Ad annunciarlo è stato Bernardino Leon (nella foto), il rappresentante speciale del segretario generale dell’Onu per la Libia e capo della missione delle Nazioni Unite.

L’AGENDA CONCORDATA

“I partecipanti – ha spiegato il Palazzo di Vetro – hanno concordato dopo un’ampia discussione un’agenda che comprende il raggiungimento di un accordo politico per formare un governo di unità nazionale consensuale e i necessari dispositivi di sicurezza per la fine di tutte le ostilità”.

I TEMI AFFRONTATI

I partecipanti hanno chiesto a tutte le parti di fermare il conflitto e di creare un contesto utile per il dialogo “esprimendo il loro impegno a una Libia unita e democratica governata dallo stato di diritto e dal rispetto dei diritti umani”, ha detto ancora l’Onu.
Tra i temi affrontati dai partecipanti ci sono stati la liberazione di tutte le persone detenute illegalmente; il ritorno degli sfollati nelle loro case ed ai propri posti di lavoro; la riapertura degli aeroporti e porti; e la libertà di movimento nel Paese.

I PROSSIMI INCONTRI

Oggi le delegazioni libiche sono rientrate in patria, “per consultazioni” e rientreranno a a Ginevra la settimana prossima, probabilmente martedì. L’Onu punta però a estendere ulteriormente la platea dei partecipanti al tavolo, al quale finora non si sono presentate le potenti milizie islamiste di Fajr Libia.

SITUAZIONE DIFFICILE

Lo scopo del negoziato è quello di cercare di uscire dal caos, in cui è precipitato il Paese dopo la caduta del regime di Muammar Gheddafi nell’ottobre 2011. Un vuoto politico che ha dato spazio a milizie ex-ribelli, che hanno scatenato una guerra per il controllo del territorio, influenzate talvolta da ingerenze esterne.

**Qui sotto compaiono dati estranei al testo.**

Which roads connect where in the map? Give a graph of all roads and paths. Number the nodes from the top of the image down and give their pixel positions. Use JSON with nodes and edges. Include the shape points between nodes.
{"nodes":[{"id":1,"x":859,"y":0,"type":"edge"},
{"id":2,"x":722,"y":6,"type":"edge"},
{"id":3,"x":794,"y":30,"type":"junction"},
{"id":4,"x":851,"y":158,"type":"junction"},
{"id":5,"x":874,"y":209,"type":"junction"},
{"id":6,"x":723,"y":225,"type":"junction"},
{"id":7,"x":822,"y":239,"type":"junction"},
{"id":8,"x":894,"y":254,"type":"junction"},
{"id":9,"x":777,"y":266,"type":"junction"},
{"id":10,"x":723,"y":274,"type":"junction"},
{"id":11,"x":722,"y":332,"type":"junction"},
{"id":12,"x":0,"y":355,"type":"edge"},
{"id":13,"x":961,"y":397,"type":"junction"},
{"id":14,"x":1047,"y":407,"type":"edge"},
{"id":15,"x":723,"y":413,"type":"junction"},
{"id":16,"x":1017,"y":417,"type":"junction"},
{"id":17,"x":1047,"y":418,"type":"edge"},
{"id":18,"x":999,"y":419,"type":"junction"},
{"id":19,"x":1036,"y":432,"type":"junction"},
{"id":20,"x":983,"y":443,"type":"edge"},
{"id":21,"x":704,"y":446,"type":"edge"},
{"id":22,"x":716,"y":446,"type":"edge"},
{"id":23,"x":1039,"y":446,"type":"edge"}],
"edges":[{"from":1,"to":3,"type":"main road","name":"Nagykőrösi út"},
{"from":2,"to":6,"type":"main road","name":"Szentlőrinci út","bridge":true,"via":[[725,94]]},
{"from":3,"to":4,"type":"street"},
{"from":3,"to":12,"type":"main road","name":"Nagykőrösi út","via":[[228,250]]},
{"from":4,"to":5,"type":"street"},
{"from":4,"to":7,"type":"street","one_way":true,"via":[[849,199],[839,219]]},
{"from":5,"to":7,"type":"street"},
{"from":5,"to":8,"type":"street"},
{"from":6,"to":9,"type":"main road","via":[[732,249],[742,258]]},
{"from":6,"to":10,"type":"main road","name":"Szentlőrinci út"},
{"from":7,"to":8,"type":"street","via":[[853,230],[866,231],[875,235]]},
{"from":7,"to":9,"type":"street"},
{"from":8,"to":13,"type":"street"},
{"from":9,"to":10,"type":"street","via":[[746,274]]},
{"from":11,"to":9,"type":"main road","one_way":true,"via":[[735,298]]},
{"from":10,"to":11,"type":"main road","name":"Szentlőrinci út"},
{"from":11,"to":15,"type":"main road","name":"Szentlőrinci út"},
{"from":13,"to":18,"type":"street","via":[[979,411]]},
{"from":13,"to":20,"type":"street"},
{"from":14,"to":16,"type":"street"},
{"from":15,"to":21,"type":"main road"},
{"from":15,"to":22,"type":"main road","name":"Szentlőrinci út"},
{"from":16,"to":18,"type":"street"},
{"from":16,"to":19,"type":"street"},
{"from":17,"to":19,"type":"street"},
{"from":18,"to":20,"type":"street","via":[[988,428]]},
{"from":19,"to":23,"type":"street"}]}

La situazione è precipitata negli ultimi mesi con la creazione di due governi e due parlamenti paralleli (a Tobruk quello riconosciuto dall’Occidente) e con le due più grandi città del Paese, Tripoli e Bengasi finite interamente o parzialmente nelle mani delle milizie. Ad attendere Leon e i Paesi della regione, Italia in testa, c’è un lavoro delicato: è necessario da un lato evitare che si acuisca quella che ormai può definirsi a ragione una guerra civile; e dall’altro che si riducano le possibilità di un conflitto conclamato o di un intervento militare internazionale.